Я сказал: «Там теперь много полей для гольфа».
«Цифры. Когда я был в совете, это было сельскохозяйственное предприятие, которое зависело от сезонных рабочих. Условия их жизни были ужасными. Разваливающиеся лачуги возле городской свалки, отсутствие водопровода, переполненные надворные постройки, неочищенные сточные воды, вы поняли картину».
Майло сказал: «Отвратительная картина».
Она изучала его, оценивая искренность. Он сидел там, спокойный.
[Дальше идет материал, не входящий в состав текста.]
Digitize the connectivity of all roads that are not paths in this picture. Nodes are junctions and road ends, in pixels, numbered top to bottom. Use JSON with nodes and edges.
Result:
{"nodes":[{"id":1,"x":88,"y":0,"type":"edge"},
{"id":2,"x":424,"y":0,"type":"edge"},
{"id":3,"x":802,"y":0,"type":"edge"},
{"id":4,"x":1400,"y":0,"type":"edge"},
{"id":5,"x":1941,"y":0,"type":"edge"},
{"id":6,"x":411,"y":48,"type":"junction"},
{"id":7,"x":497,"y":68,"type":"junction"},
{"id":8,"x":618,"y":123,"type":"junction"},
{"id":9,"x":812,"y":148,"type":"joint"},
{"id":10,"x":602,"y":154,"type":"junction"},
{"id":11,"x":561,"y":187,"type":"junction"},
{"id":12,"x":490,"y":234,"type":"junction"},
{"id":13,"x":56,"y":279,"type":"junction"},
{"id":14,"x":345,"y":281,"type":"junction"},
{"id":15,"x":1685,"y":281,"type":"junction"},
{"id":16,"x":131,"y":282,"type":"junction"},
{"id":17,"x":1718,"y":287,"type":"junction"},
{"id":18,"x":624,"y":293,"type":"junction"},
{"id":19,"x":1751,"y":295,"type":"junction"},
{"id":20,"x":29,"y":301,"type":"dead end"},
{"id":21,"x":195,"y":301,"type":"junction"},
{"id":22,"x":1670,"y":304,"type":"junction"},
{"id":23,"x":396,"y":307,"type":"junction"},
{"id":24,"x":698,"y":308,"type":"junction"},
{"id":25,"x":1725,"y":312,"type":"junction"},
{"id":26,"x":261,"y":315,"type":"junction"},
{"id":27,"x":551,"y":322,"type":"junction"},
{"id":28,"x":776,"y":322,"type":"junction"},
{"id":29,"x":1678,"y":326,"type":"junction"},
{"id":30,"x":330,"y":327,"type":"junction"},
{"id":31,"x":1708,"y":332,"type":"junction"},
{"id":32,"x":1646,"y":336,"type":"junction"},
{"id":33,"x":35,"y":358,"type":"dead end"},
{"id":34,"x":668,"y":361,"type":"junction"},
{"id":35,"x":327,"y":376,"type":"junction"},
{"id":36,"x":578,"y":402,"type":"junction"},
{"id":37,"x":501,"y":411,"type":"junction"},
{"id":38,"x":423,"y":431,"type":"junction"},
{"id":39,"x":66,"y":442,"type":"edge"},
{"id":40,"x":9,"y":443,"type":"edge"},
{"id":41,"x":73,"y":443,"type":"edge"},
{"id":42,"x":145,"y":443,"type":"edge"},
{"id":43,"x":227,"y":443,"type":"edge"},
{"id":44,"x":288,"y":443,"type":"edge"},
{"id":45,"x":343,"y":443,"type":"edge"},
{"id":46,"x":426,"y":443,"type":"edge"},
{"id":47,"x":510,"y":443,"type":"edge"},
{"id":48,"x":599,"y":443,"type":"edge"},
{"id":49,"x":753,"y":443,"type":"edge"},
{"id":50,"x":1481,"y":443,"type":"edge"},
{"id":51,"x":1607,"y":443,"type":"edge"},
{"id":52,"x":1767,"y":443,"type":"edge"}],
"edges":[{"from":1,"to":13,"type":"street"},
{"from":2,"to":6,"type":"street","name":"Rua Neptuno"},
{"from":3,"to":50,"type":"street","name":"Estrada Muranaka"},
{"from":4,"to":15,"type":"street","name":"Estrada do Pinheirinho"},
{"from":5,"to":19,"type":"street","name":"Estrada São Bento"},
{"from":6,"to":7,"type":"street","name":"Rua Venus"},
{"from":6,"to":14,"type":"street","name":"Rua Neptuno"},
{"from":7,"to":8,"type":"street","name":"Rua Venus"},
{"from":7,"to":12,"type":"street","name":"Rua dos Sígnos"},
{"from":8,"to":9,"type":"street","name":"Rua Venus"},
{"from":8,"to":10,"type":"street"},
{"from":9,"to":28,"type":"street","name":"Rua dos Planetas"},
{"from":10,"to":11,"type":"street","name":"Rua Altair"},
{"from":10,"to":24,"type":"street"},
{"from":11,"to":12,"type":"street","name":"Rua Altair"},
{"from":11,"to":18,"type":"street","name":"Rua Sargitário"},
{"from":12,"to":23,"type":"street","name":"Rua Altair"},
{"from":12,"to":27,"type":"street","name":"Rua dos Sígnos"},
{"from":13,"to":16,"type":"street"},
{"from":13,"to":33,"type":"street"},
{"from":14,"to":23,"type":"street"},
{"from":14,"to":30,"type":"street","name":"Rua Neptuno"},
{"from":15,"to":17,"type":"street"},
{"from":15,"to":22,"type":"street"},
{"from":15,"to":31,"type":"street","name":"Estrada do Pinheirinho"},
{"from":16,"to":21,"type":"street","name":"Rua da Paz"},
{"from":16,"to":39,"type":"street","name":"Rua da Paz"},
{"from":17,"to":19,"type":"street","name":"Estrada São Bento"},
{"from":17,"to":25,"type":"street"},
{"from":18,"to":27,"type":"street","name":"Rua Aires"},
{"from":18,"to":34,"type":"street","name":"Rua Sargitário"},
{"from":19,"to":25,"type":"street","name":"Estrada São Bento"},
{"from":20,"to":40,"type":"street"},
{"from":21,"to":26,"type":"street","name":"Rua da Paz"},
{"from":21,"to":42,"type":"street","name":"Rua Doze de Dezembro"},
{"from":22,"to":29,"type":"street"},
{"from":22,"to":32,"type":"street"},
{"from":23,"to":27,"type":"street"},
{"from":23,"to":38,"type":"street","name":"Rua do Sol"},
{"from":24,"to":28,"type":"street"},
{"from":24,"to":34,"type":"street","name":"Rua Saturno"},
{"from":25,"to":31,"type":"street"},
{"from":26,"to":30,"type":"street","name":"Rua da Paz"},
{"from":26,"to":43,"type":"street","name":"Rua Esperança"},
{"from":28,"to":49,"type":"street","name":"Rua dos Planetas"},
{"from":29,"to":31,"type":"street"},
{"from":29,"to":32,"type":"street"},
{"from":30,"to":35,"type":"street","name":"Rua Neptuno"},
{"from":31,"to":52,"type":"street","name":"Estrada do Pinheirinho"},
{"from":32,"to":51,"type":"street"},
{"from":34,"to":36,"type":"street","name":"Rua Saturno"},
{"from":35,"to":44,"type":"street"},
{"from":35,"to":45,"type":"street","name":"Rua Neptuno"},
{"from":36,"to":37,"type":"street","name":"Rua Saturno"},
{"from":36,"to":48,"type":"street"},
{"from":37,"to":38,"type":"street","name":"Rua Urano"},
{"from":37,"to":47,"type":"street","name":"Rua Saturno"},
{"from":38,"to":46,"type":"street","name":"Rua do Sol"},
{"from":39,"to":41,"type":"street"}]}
Дара Гусман покрутила пальцами и продолжила: «Наследники одной из старых семей пытались продать часть земли застройщику, который хотел построить жилье по разделу 8. Звучит безумно, что я встала на сторону застройщика, но, учитывая, как жили рабочие, это меньшее из двух зол. Недвижимость была пуста, на окраине, использовалась впустую. Из всего этого шума, который вы могли бы подумать, что осужденных собираются привезти на автобусах. Я настаивала на этом, все набросились на меня, у меня не было шансов. Но меня не это беспокоило в Гэлоуэе и его жене. А то, как они это сделали. Нападали на меня лично во время заседаний совета. Никаких повышенных голосов, только саркастические намеки, что я шпион какой-то радикальной группировки, которая хочет разрушить город.
Другие члены совета не согласились со мной, но они вели себя прилично. Вопрос оставался вежливым, пока эти двое не появились на сцене. Они фактически получили выговор от других членов совета, но это не изменило голосование».
Она открыла ящик стола, достала коробку со скобами, вынула одну и поиграла с ней. «Я зализывала раны и пыталась понять свое будущее.
Потом они убили мою собаку».
«Боже мой», — сказал Майло.
«Боже мой, Луиза. Бакстеру было шестнадцать лет, большой старый хаски с великолепными голубыми глазами. Не очень хорошо себя чувствовал, ему, вероятно, был год или два. Несмотря на всю эту шерсть, когда он состарился, он простудился. Любил сидеть снаружи, дремать и греться на солнышке. Однажды вечером, когда он был там, наслаждаясь жизнью в течение нескольких часов, я вышел, чтобы вывести его на небольшую прогулку, и обнаружил его лежащим на спине, холодным как камень».
Ее рот скривился. Одинокая слеза скатилась по ее правой щеке. «Я подумала, что он старый, у него сердечный приступ. Потом я увидела белую корку вокруг его рта, и она как бы пахла миндалем, но все равно не обратила на это внимания. Я привезла Бакстера к ветеринару на кремацию, и она почувствовала этот запах. Ничего не сказала тогда, но взяла на себя смелость провести бесплатное вскрытие и обнаружила в животе Бакстера большой кусок гамбургера, пропитанный тем, что оказалось цианидом.